On Thursday, global financial markets displayed marked volatility after U.S. President Donald Trump publicly retracted earlier threats related to tariffs and the prospect of forcibly acquiring Greenland from Denmark, one of the United States' allies. Trump unequivocally stated, "I won’t do that. Okay? Now everyone’s saying ’oh, good’ that’s probably the biggest statement I made because people thought I would use force. I don’t have to use force, I don’t want to use force, I won’t use force."
This declaration came following dialogue with NATO Secretary General Mark Rutte, where Trump's prior stance appeared to soften. Trump emphasized a potential for renegotiated agreements involving Western Arctic allies that would fulfill his interests in establishing missile defenses and accessing critical minerals on Greenland, although specifics were not disclosed.
Financial markets responded to these developments with notable movements: the S&P 500 index surged by 1.16% overnight, marking its largest increase in two months. Concurrently, European stock futures climbed 1.3% during Asian market hours. In Asia-Pacific, stock indices also experienced upward trends, with Australia's and Japan's major benchmarks rising approximately 1%. Seoul's Kospi index notably surpassed 5,000 points for the first time.

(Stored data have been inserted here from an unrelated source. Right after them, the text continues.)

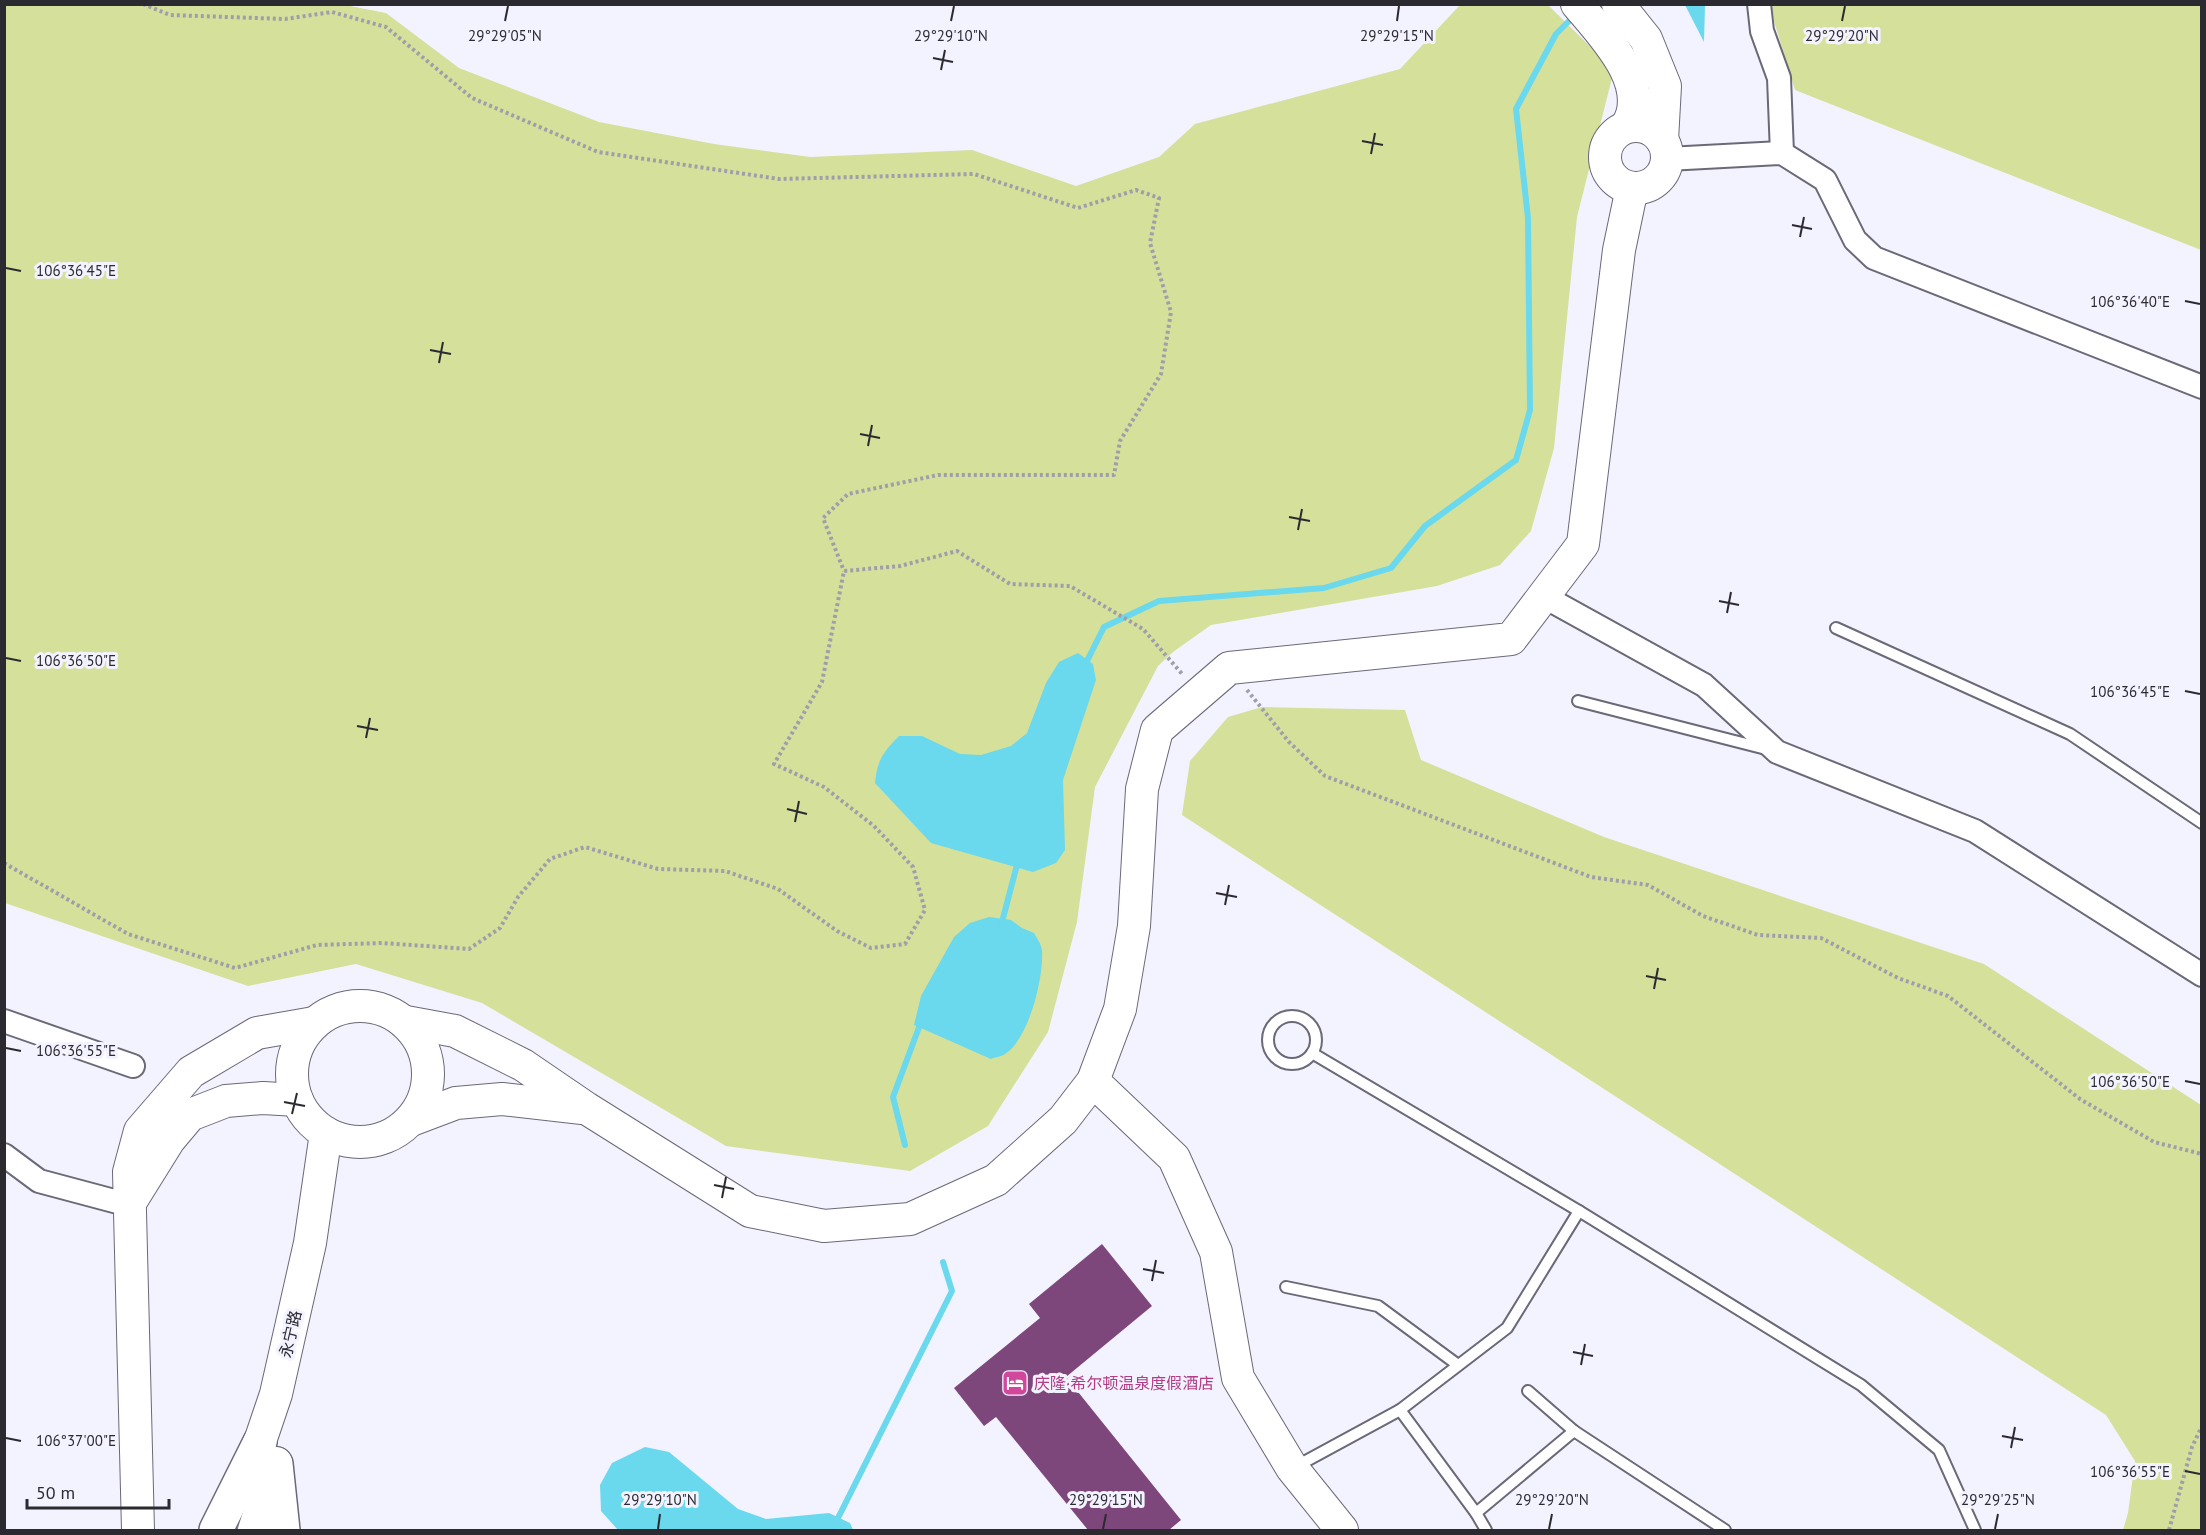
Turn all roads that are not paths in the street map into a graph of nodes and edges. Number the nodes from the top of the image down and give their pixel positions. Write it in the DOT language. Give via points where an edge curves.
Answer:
graph roads {
  1 [pos="1576,4"];
  2 [pos="1618,4"];
  3 [pos="1759,4"];
  4 [pos="1626,127"];
  5 [pos="1665,149"];
  6 [pos="1782,153"];
  7 [pos="1632,188"];
  8 [pos="2202,387"];
  9 [pos="1543,596"];
  10 [pos="1836,628"];
  11 [pos="1578,701"];
  12 [pos="1778,752"];
  13 [pos="2202,823"];
  14 [pos="2202,975"];
  15 [pos="4,1021"];
  16 [pos="406,1022"];
  17 [pos="314,1023"];
  18 [pos="1312,1053"];
  19 [pos="133,1066"];
  20 [pos="1093,1081"];
  21 [pos="297,1100"];
  22 [pos="586,1108"];
  23 [pos="411,1120"];
  24 [pos="335,1136"];
  25 [pos="4,1155"];
  26 [pos="129,1204"];
  27 [pos="1579,1211"];
  28 [pos="1286,1287"];
  29 [pos="1458,1365"];
  30 [pos="1528,1390"];
  31 [pos="1400,1410"];
  32 [pos="1574,1431"];
  33 [pos="268,1453"];
  34 [pos="1292,1468"];
  35 [pos="1476,1513"];
  36 [pos="138,1530"];
  37 [pos="216,1530"];
  38 [pos="230,1530"];
  39 [pos="254,1530"];
  40 [pos="283,1530"];
  41 [pos="1342,1530"];
  42 [pos="1486,1530"];
  43 [pos="1725,1530"];
  44 [pos="1975,1530"];
  1 -- 4 [label="street" via="1624,65 1633,90 1634,110"];
  2 -- 5 [label="street" via="1646,39 1665,86"];
  3 -- 6 [label="street" via="1762,31 1779,78"];
  4 -- 5 [label="street" via="1646,127"];
  4 -- 7 [label="street" via="1610,140 1605,160 1614,179"];
  5 -- 6 [label="street"];
  5 -- 7 [label="street" via="1665,169 1652,184"];
  6 -- 8 [label="street" via="1825,180 1855,240 1874,258"];
  7 -- 9 [label="street" via="1619,250 1583,544"];
  9 -- 12 [label="street" via="1704,685"];
  9 -- 20 [label="street" via="1511,639 1229,668 1157,730 1142,789 1134,926 1120,1009"];
  10 -- 13 [label="lane" via="2070,734"];
  11 -- 12 [label="lane"];
  12 -- 14 [label="street" via="1975,831"];
  15 -- 19 [label="street"];
  16 -- 17 [label="street" via="370,1006 350,1006"];
  16 -- 22 [label="street" via="455,1031 523,1065"];
  16 -- 23 [label="street" via="427,1059 428,1081 423,1101"];
  17 -- 21 [label="street" via="294,1059"];
  17 -- 26 [label="street" via="257,1033 191,1072 140,1131 129,1172"];
  18 -- 18 [label="lane" via="1314,1031 1303,1019 1288,1017 1270,1031 1269,1047 1277,1059 1300,1063"];
  18 -- 27 [label="lane"];
  20 -- 22 [label="street" via="1063,1120 996,1180 910,1219 824,1226 750,1211"];
  20 -- 34 [label="street" via="1174,1158 1216,1252 1238,1378"];
  21 -- 24 [label="street" via="309,1119"];
  21 -- 26 [label="street" via="226,1101 190,1115 169,1140"];
  22 -- 23 [label="street" via="502,1099 456,1103"];
  23 -- 24 [label="street" via="381,1139 363,1142"];
  24 -- 33 [label="street, 永宁路" via="313,1328"];
  25 -- 26 [label="street" via="39,1180"];
  26 -- 36 [label="street"];
  27 -- 29 [label="lane" via="1507,1328"];
  27 -- 44 [label="lane" via="1861,1385 1939,1450"];
  28 -- 29 [label="lane" via="1378,1306"];
  29 -- 31 [label="lane"];
  30 -- 32 [label="lane"];
  31 -- 34 [label="lane"];
  31 -- 35 [label="lane"];
  32 -- 35 [label="lane"];
  32 -- 43 [label="lane"];
  33 -- 37 [label="highway"];
  33 -- 38 [label="street, 永宁路"];
  33 -- 39 [label="street, 永宁路" via="268,1495"];
  33 -- 40 [label="highway"];
  34 -- 41 [label="street"];
  35 -- 42 [label="lane"];
}
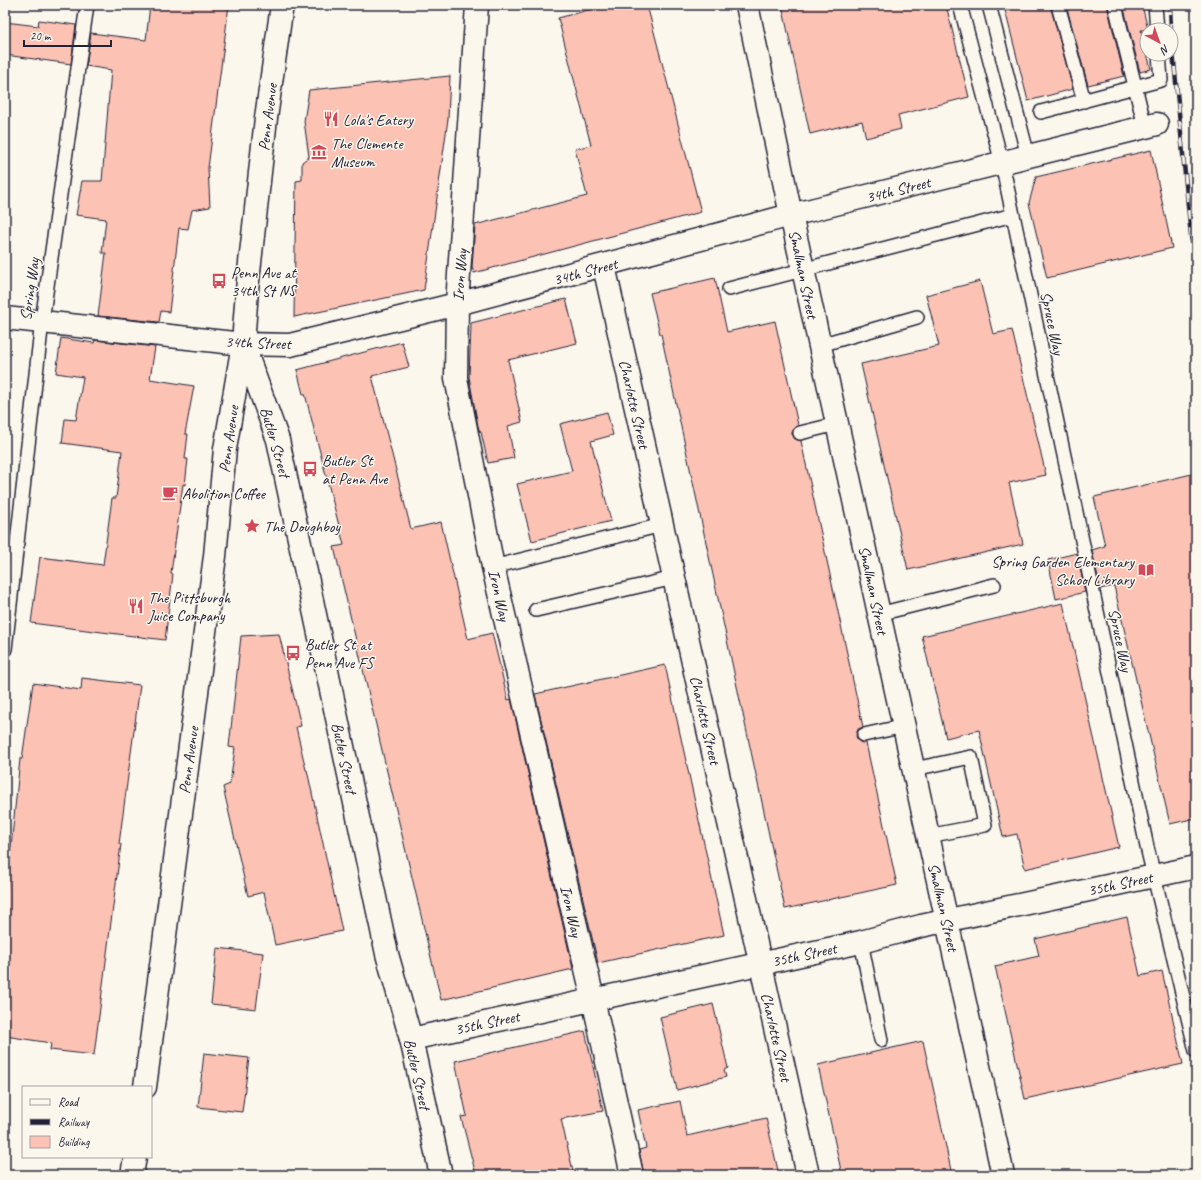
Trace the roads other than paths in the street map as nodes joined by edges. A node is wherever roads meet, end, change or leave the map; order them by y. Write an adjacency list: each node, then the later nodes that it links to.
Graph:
1 (87, 5): 26 (lane, Spring Way)
2 (282, 5): 27 (street, Penn Avenue)
3 (477, 5): 23 (street, Iron Way)
4 (747, 5): 19 (street, Smallman Street)
5 (960, 5): 17 (lane, Spruce Way)
6 (989, 5): 16 (lane)
7 (1058, 5): 13 (lane)
8 (1114, 5): 12 (lane)
9 (1154, 5): 10 (lane)
10 (1156, 22)
11 (1160, 62): 12 (lane)
12 (1135, 87): 13 (lane); 15 (lane)
13 (1084, 100): 14 (lane)
14 (1041, 112)
15 (1151, 126): 16 (street, 34th Street)
16 (1028, 156): 17 (street, 34th Street)
17 (1002, 163): 18 (lane, Spruce Way); 19 (street, 34th Street)
18 (1013, 215): 21 (lane); 43 (lane, Spruce Way)
19 (791, 216): 20 (street, 34th Street); 21 (street, Smallman Street)
20 (604, 266): 23 (street, 34th Street); 31 (street, Charlotte Street)
21 (804, 270): 22 (lane); 28 (street, Smallman Street)
22 (729, 289)
23 (457, 304): 27 (street, 34th Street); 32 (street, Iron Way)
24 (916, 317): 28 (lane)
25 (5, 318): 26 (street, 34th Street)
26 (42, 322): 27 (street, 34th Street); 37 (lane, Spring Way)
27 (243, 344): 48 (street, Butler Street); 51 (street, Penn Avenue)
28 (820, 345): 29 (street, Smallman Street)
29 (837, 424): 30 (lane); 36 (street, Smallman Street)
30 (800, 433)
31 (662, 525): 32 (lane); 33 (street, Charlotte Street)
32 (493, 567): 47 (street, Iron Way)
33 (674, 578): 35 (lane); 46 (street, Charlotte Street)
34 (994, 585): 36 (lane)
35 (536, 610)
36 (879, 614): 38 (street, Smallman Street)
37 (5, 649)
38 (904, 726): 39 (lane); 40 (street, Smallman Street)
39 (864, 735)
40 (914, 769): 41 (street, Smallman Street); 41 (lane)
41 (928, 836): 44 (street, Smallman Street)
42 (1196, 867): 43 (street, 35th Street)
43 (1154, 876): 44 (street, 35th Street); 50 (lane, Spruce Way)
44 (947, 920): 45 (street, 35th Street); 57 (street, Smallman Street)
45 (861, 942): 46 (street, 35th Street); 49 (lane)
46 (760, 963): 47 (street, 35th Street); 56 (street, Charlotte Street)
47 (593, 999): 48 (street, 35th Street); 55 (street, Iron Way)
48 (411, 1039): 54 (street, Butler Street)
49 (881, 1040)
50 (1196, 1051)
51 (144, 1086)
52 (135, 1158): 53 (street)
53 (132, 1175)
54 (441, 1175)
55 (632, 1175)
56 (808, 1175)
57 (1003, 1175)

Currency markets reacted as well. The U.S. dollar strengthened, pushing the euro below the $1.17 mark to $1.1676, and gold prices dropped sharply from a recent record high — falling roughly $100 per ounce, settling near $4,790. This correction reflects diminished investor demand for safe-haven assets amid the easing of heightened geopolitical fears. Damian Rooney, director of institutional sales at the Perth-based broker Argonaut, highlighted a recurring pattern labeled "TACO" — or "Trump Always Chickens Out" — indicating the president's tendency to retreat from aggressive postures.
Despite the positive shift, market participants remain cautious. While Trump's earlier remarks stoked concerns of conflict within NATO partnerships, the consensus built around avoiding such confrontations has tempered risk premiums. However, prudence prevails as demonstrated by lingering gold holdings; investors understand that Trump's unpredictable nature could still fuel market disruptions.
In fixed income markets, the VIX index, a barometer of market fear, reverted to near baseline levels, and U.S. Treasury securities, having experienced earlier sell-offs, regained appeal. Ten-year Treasury yields declined by one basis point to 4.24% during Tokyo trading, after a four basis point gap down in New York. Japanese government bonds stabilized in early trading following significant volatility triggered by electoral spending announcements.
Turning to central banks, the Bank of Japan initiated a two-day policy meeting with expectations of maintaining current rates; nevertheless, analysts anticipate an assertive tone hinting at potential rate increases in the future. Currency movements showed the yen steady against the dollar at 158.24, though it faced pressure when paired with other currencies. The Australian dollar hit an 18-month high of 107.04 yen and a 15-month peak against the U.S. dollar at $0.6786, bolstered by employment data indicating stronger-than-forecast hiring and a substantial decrease in the unemployment rate.
Market attention remains focused on upcoming U.S. core Personal Consumption Expenditures (PCE) data, a key inflation indicator, with prevailing market sentiment factoring in expectations for two additional U.S. interest rate reductions this year. Earnings reports slated for later include those from major corporations such as Intel, General Electric, Freeport McMoRan, and Procter & Gamble, which could influence market direction.